V2 Experiment Pipeline Update: Trunk Masking, Adaptive LoRA Cap, LoRA Strength Scaling (2026-02-15)

Based on a systematic 9-fork experiment (3 masking modes × 3 training strategies), the production training pipeline was updated with three key changes:

  • Trunk masking (basil_and_after): WorldDataset now defaults to mask_mode="basil_and_after", which masks Basil's output tokens + Sophie's post-grade encouragement + Tutor's answer for each episode. The trunk only learns from the teaching/task setup content. This was the clear winner in the experiment matrix — basil_and_after masking produced the most coherent English outputs and prevented the trunk from absorbing Basil's garbage or Sophie's score-conditioned phrases. Interestingly, the trunk still learned encouraging dialogue patterns (e.g., "Nice try, can you...") from unmasked Sophie reactions and Tutor lines in earlier phases — a sign of genuine language generalization, not a masking failure. (Note: this was later refined to weighted masking in Phase 9.)
  • Adaptive LoRA epoch cap: The number of LoRA (BASIL) training epochs was capped at max(1, round(avg_score)), where avg_score is the mean score of included BasilDataset examples. This directly addressed the primary failure mode discovered in experiments: LoRA overfitting on garbage tokens. (Note: later replaced by age-band-linear scaling in Phase 9.)
  • Age-band-based LoRA strength at inference: lora_strength_for_age_band() in config.py provides smooth linear scaling from 0.0 (age_band=0, trunk-only) to 1.0 (age_band=7, full LoRA). This replaces the previous binary on/off behavior. The LoRA is still trained from birth, but its inference influence scales with developmental stage — preventing early-stage garbage from dominating generation while allowing mature LoRA refinements full expression.
  • New CLI args: --mask-mode (choices: none, basil_only, basil_and_after) and --lora-max-epochs (manual override for age-band cap) added to train_basil_v2.py.

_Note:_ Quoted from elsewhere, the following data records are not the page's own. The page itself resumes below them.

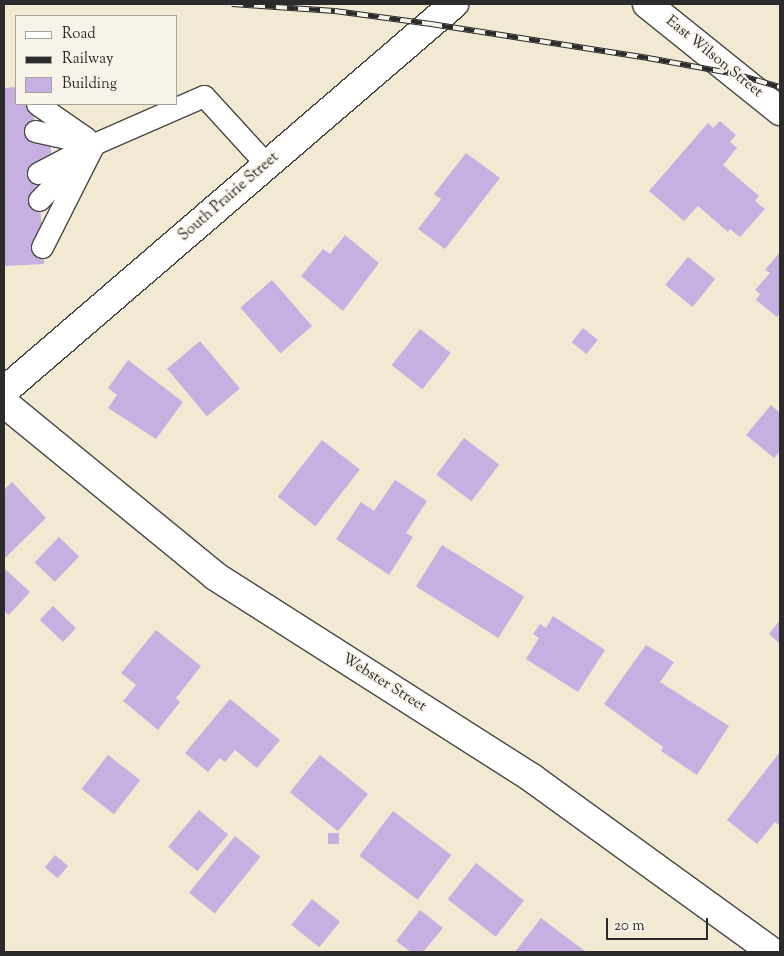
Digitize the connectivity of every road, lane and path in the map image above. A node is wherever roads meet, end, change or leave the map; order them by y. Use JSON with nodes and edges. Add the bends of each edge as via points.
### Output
{"nodes":[{"id":1,"x":454,"y":4,"type":"edge"},
{"id":2,"x":647,"y":4,"type":"edge"},
{"id":3,"x":38,"y":105,"type":"edge"},
{"id":4,"x":780,"y":111,"type":"edge"},
{"id":5,"x":35,"y":131,"type":"dead end"},
{"id":6,"x":94,"y":144,"type":"junction"},
{"id":7,"x":267,"y":165,"type":"junction"},
{"id":8,"x":38,"y":174,"type":"dead end"},
{"id":9,"x":39,"y":200,"type":"dead end"},
{"id":10,"x":42,"y":237,"type":"dead end"},
{"id":11,"x":4,"y":391,"type":"edge"},
{"id":12,"x":4,"y":403,"type":"edge"},
{"id":13,"x":772,"y":952,"type":"edge"}],
"edges":[{"from":1,"to":7,"type":"street","name":"South Prairie Street"},
{"from":2,"to":4,"type":"street","name":"East Wilson Street"},
{"from":3,"to":6,"type":"lane"},
{"from":5,"to":6,"type":"lane"},
{"from":6,"to":7,"type":"lane","via":[[204,96]]},
{"from":6,"to":8,"type":"lane"},
{"from":6,"to":9,"type":"lane"},
{"from":6,"to":10,"type":"lane"},
{"from":7,"to":11,"type":"street","name":"South Prairie Street"},
{"from":12,"to":13,"type":"street","name":"Webster Street","via":[[216,576],[532,778]]}]}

Episode-Local LoRA Context + Dedup Hardening (2026-02-14)

  • Episode-local context for LoRA training: BasilDataset now uses only the current episode's dialogue (teaching, quiz, task) as context for each Basil training example — NOT the full session including prior episodes' Basil garbage. This prevents contamination of the LoRA's conditioning context. Single-episode sessions (storytime, howitworks) fall back to full session context since there are no prior Basil turns. The WorldDataset (trunk) is unaffected and still trains on full session transcripts.
  • Dedup retry hardening: Increased max_pick_retries / max_retries from 5 to 10 across all session types (classroom, storytime, howitworks, whychain) to handle dedup exhaustion during large-scale parallel generation runs.

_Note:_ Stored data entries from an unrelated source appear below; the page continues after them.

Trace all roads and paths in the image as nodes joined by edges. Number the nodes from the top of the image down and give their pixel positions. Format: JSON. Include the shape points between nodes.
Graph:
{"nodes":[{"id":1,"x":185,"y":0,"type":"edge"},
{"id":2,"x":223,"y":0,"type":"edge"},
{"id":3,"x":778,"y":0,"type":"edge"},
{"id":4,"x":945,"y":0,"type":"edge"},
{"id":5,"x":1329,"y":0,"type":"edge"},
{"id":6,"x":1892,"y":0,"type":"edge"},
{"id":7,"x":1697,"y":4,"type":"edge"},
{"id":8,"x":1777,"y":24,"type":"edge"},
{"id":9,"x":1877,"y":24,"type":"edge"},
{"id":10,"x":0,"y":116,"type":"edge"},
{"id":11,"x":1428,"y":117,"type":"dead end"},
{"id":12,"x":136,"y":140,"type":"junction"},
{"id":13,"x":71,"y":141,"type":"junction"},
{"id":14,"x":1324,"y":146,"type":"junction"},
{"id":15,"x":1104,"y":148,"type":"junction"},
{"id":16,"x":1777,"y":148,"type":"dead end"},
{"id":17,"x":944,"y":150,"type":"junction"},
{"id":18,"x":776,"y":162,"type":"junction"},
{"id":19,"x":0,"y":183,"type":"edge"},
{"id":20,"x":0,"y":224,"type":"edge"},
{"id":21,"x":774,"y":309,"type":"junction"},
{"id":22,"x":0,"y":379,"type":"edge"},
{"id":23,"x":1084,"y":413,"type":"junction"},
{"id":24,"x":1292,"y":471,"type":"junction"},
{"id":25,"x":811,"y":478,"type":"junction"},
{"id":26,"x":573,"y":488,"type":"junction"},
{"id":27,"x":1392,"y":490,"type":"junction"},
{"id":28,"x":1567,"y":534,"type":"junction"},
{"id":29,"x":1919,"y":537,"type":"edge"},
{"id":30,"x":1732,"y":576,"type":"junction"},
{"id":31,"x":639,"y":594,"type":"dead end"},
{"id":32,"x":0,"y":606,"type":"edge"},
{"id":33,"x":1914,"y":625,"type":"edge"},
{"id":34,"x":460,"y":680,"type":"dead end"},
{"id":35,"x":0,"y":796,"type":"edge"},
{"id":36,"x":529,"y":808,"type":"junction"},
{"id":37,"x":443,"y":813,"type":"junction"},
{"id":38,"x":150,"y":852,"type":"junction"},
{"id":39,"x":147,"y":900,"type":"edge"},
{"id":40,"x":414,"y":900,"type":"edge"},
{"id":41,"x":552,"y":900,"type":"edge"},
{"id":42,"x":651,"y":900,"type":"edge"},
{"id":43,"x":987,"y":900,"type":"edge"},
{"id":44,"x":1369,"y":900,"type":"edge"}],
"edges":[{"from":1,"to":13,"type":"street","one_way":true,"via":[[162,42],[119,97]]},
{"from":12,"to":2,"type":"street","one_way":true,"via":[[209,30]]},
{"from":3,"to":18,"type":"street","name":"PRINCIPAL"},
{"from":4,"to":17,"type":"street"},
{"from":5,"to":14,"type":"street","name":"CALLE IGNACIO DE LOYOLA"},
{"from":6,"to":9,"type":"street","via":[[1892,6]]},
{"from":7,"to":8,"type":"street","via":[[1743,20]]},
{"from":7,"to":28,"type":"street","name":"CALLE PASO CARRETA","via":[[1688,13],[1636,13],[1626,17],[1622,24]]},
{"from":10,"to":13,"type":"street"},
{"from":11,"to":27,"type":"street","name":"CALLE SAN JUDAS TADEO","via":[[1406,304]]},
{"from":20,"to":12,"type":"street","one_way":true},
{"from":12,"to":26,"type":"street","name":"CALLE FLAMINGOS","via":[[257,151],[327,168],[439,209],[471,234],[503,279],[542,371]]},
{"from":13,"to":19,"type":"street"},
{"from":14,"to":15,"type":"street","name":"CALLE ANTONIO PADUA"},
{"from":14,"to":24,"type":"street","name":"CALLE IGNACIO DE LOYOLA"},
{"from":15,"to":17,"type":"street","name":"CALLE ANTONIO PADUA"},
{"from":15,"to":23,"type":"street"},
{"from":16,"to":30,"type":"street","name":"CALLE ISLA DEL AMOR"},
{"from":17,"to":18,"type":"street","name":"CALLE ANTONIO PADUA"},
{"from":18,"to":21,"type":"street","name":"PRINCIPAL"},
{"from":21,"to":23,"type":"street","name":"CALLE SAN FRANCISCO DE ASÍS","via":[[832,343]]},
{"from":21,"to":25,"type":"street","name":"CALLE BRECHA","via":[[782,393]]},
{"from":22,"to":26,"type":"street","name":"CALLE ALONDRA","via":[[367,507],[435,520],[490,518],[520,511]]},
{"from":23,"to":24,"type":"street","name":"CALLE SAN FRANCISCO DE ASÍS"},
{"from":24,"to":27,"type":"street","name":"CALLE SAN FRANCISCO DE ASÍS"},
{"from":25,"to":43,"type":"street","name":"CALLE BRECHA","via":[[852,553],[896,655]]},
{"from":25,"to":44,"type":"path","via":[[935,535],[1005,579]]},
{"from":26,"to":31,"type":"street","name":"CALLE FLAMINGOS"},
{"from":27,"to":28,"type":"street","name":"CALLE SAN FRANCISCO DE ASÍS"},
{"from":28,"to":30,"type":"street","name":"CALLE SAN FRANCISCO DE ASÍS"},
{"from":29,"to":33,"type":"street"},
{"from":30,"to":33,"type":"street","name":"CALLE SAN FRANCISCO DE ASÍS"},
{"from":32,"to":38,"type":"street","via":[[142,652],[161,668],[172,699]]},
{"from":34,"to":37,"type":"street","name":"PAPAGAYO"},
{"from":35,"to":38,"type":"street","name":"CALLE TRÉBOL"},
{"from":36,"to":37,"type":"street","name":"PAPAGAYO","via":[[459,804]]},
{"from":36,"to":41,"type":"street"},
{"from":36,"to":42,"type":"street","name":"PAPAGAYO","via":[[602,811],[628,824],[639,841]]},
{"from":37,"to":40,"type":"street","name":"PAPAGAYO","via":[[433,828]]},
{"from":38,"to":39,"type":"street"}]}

Age-Band-Aware Score Weights + Val Loss Floor (2026-02-13)

  • BASIL_POLICY_SCORE_WEIGHTS_TABLE: Replaced the flat score-to-weight mapping with a 2D table (score × age_band). Key rules: score ≤ age_band gets 0 weight, score 7 always 1.0, uniform minimum 0.15 with linear ramp. At band 0, score=1 gets 0.15 as the bootstrap signal pulling LoRA toward English.
  • VAL_LOSS_FLOOR_BY_AGE_BAND: Added age-band-scaled validation loss floor for early stopping. Band 0 stops at loss 3.0, band 7 allows down to 1.0. Prevents over-training at early stages.
  • LoRA activation from birth: LORA_ACTIVATION_AGE_BAND = 0 confirmed — LoRA provides reinforcement bootstrap signal from the very first training run.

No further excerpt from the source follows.